Followed by a remote-controlled bathchair! You would think that the proprietors of Legoland would learn from experience and put up a sign.
In fact that lower image is a rare still from the 1919 movie "Earth Against White Slavers from Mars" from Edison Studios, their first venture into the alien-invasion genre. It was mocked mercilessly by movie critics of the day on account of the shoddy special effects -- "The Martian war machine," wrote one critic, "looked like a remote-controlled bathchair smashing a path through Legoland" -- and the studio was overcome with embarrassment and destroyed all the negatives. Thus it is little-appreciated except by members of the Riddled Time Travel and Film Club.
The original concept was stolen from Frank Shuman's cunning plan to win World War I with a 5000-ton three-wheeled crushing machine which would crash through the countryside at 100 m.p.h killing civilians (it was not designed to survive an encounter with artillery), powered by 1000-horsepower steam engines yet to be built, until its oil or coal ran out. In short it was the Project Pluto of its day.
You might ask yourself, "So how do we transport a 5000-ton backwards-driving 'Land Battleship' from the shipyards of Sheffield to the shooty places? Fording rivers is all very well, but isn't there an English Channel in the way, or even an Atlantic Ocean if the giant future-destroyer is constructed in the US?" You might especially ask that if you are a paid shill for the rival Submarine-Land- Dreadnaught lobby or the printing-in-red-ink lobby.

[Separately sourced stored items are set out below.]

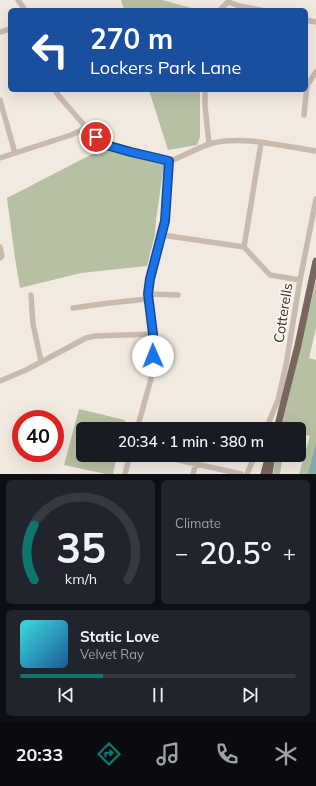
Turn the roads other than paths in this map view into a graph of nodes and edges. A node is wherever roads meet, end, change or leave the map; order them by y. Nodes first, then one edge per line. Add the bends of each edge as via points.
1 (228, 1) edge
2 (250, 8) edge
3 (316, 72) edge
4 (308, 84) edge
5 (56, 92) edge
6 (205, 92) edge
7 (306, 92) edge
8 (0, 100) edge
9 (304, 115) dead end
10 (86, 126) junction
11 (261, 143) junction
12 (209, 144) junction
13 (316, 151) edge
14 (15, 152) junction
15 (0, 158) edge
16 (169, 161) junction
17 (316, 199) edge
18 (162, 234) junction
19 (309, 238) junction
20 (316, 240) edge
21 (0, 247) edge
22 (244, 247) junction
23 (0, 258) edge
24 (316, 261) edge
25 (300, 280) junction
26 (31, 295) dead end
27 (178, 295) dead end
28 (148, 297) junction
29 (73, 308) dead end
30 (153, 334) junction
31 (41, 362) junction
32 (0, 381) edge
33 (139, 422) edge
34 (269, 422) edge
35 (279, 422) edge
36 (128, 462) edge
37 (187, 462) edge
38 (252, 462) edge
39 (268, 462) edge
40 (270, 462) edge
41 (196, 464) junction
42 (125, 474) edge
43 (193, 474) edge
44 (241, 474) edge
45 (247, 474) edge
46 (264, 474) edge
47 (269, 474) edge

1 - 2 street
3 - 4 street
5 - 10 street
6 - 12 street
7 - 9 street
8 - 14 street
10 - 14 street via 71,135
10 - 16 street via 106,145
11 - 12 street via 229,141
11 - 13 street
11 - 22 street
12 - 16 street
14 - 15 street
16 - 18 street
17 - 19 street, Cotterells
18 - 22 street
18 - 28 street
19 - 20 street
19 - 25 street, Cotterells
21 - 23 street
22 - 25 street via 270,274
24 - 35 main road
25 - 34 street, Cotterells via 286,365 278,400
26 - 31 street via 33,324
27 - 28 street
28 - 29 street
28 - 30 street
30 - 31 street via 86,338
30 - 33 street via 151,379
31 - 32 street
36 - 42 street
37 - 41 street
38 - 45 street
39 - 46 main road
40 - 47 main road
41 - 43 street
41 - 44 street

But Frank Shuman was a distinguished engineer whose concrete piles, wired glass, wool- degreasing machines and other inventions have made him famous,* and he has thought of everything. Once we have built the dykes and drained Doggerland, our 5000-ton Wartrikes can drive to Europe directly. Take that, Submarine-Land- Dreadnaught lobbyist!
The last time we were visited by a lobbyist for the Printing-in-red-ink industry it was not a pleasant experience.

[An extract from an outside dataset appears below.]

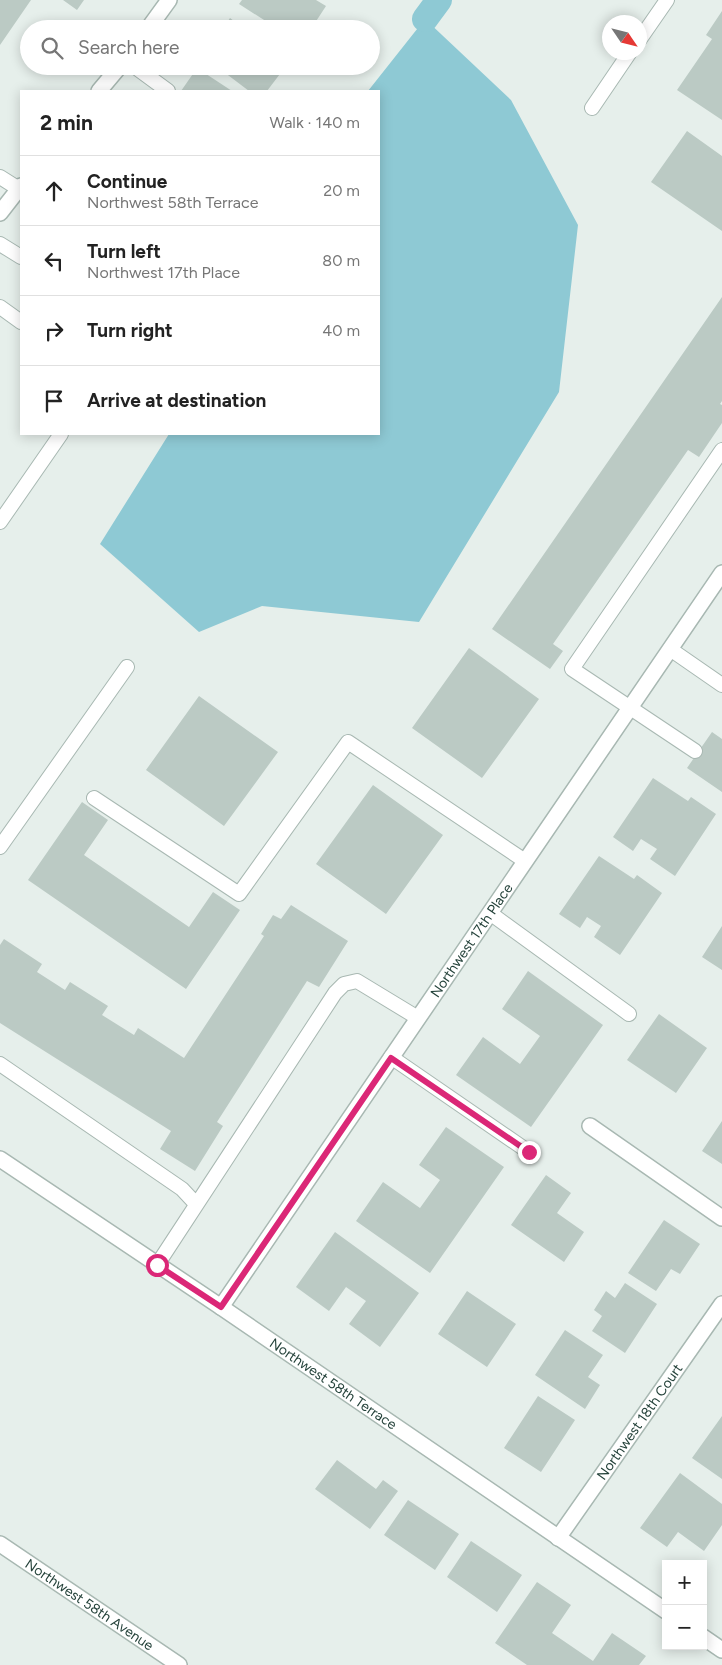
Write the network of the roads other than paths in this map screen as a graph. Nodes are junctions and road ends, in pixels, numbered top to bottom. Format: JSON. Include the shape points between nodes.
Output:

Bonus giant tanks here and here!
-----------------------------------
* Also a remarkably prescient pioneer of solar power....Belatedly UPDATED because readers keep asking "Uncle Smut, what's a Juggernaut?" Kids today! I hope this helps.
6 comments:
(it was not designed to survive an encounter with artillery)
------------
What's all this I see about lattices, then??
~
Very few lettuces survive an an encounter with artillery. Brassica were also notoriously gun shy - indeed, concern regarding the introduction of the Treffas-Wagen to the German front lines in 1917 is said to have precipitated the austerity-driven shrinkage of the much larger pre-war Flemish cabbage to the now familiar Brussels Sprout.

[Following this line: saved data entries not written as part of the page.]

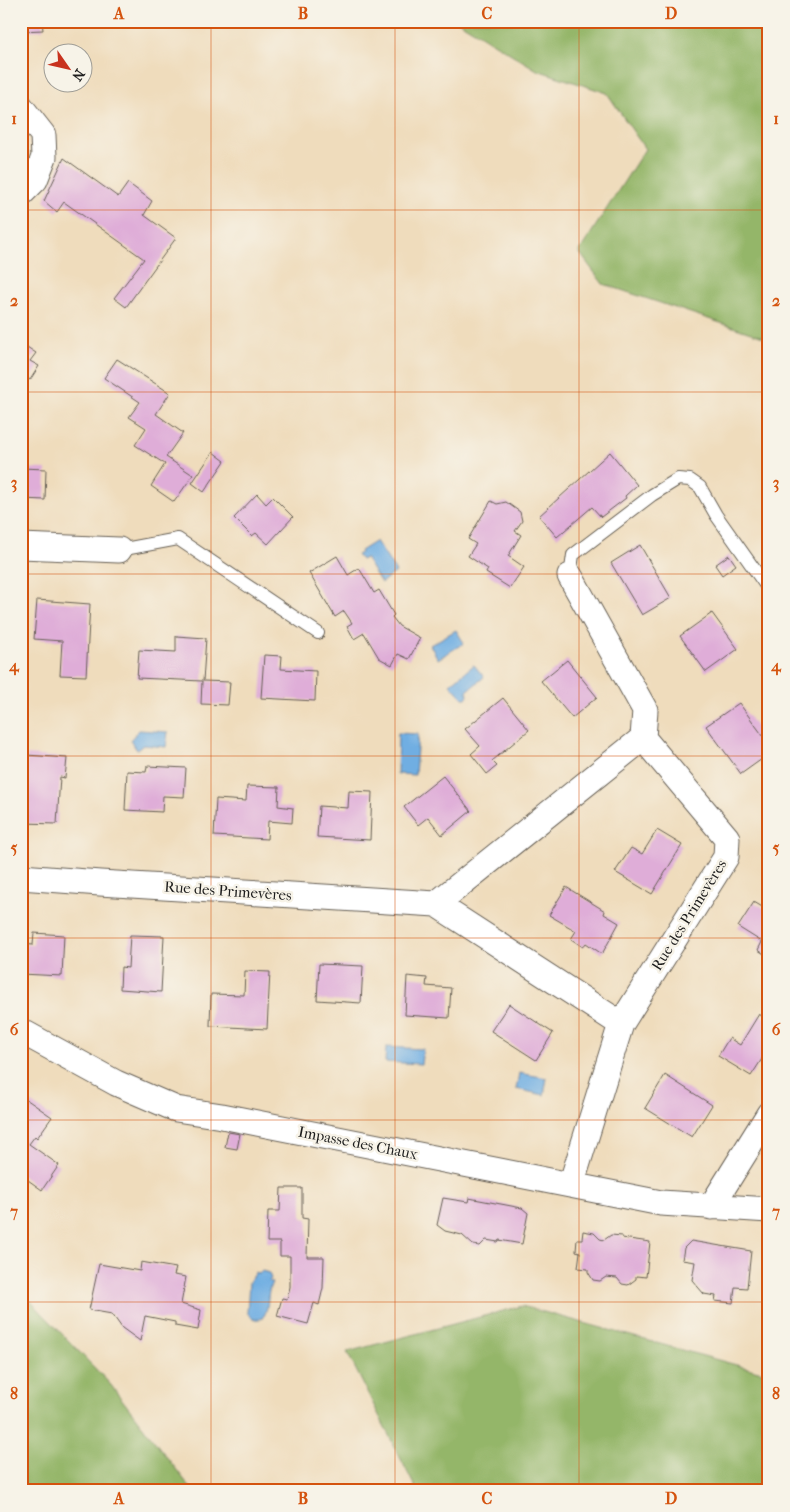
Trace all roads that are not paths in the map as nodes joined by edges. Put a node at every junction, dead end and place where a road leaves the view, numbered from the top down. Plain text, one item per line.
1 (21, 107) edge
2 (28, 187) edge
3 (21, 546) edge
4 (119, 550) joint
5 (570, 576) joint
6 (769, 590) edge
7 (318, 633) dead end
8 (643, 738) junction
9 (21, 877) edge
10 (436, 904) junction
11 (621, 1024) junction
12 (21, 1031) edge
13 (769, 1114) edge
14 (571, 1185) junction
15 (711, 1206) junction
16 (769, 1210) edge

1 - 2 street
3 - 4 street
4 - 7 lane
5 - 6 lane
5 - 8 street
8 - 10 street
8 - 11 street, Rue des Primevères
9 - 10 street, Rue des Primevères
10 - 11 street, Rue des Primevères
11 - 14 street, Rue des Primevères
12 - 14 street, Impasse des Chaux
13 - 15 street
14 - 15 street, Impasse des Chaux
15 - 16 street, Impasse des Chaux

Precipitated? So you're saying the Brussels sprout came from the cabbage solution?
~
Which is totally not the same as Juggalonauts.
Once we have built the dykes and drained Doggerland, our 5000-ton Wartrikes can drive to Europe directly.
Also not designed to survive an encounter with artillery.
This plan seems overelaborate, it would have been easier to bean the Hun with rocks.
That reminds me, BBBB, in your recent report on Neandertal dentition you forgot to cite a prominent researcher into the topic.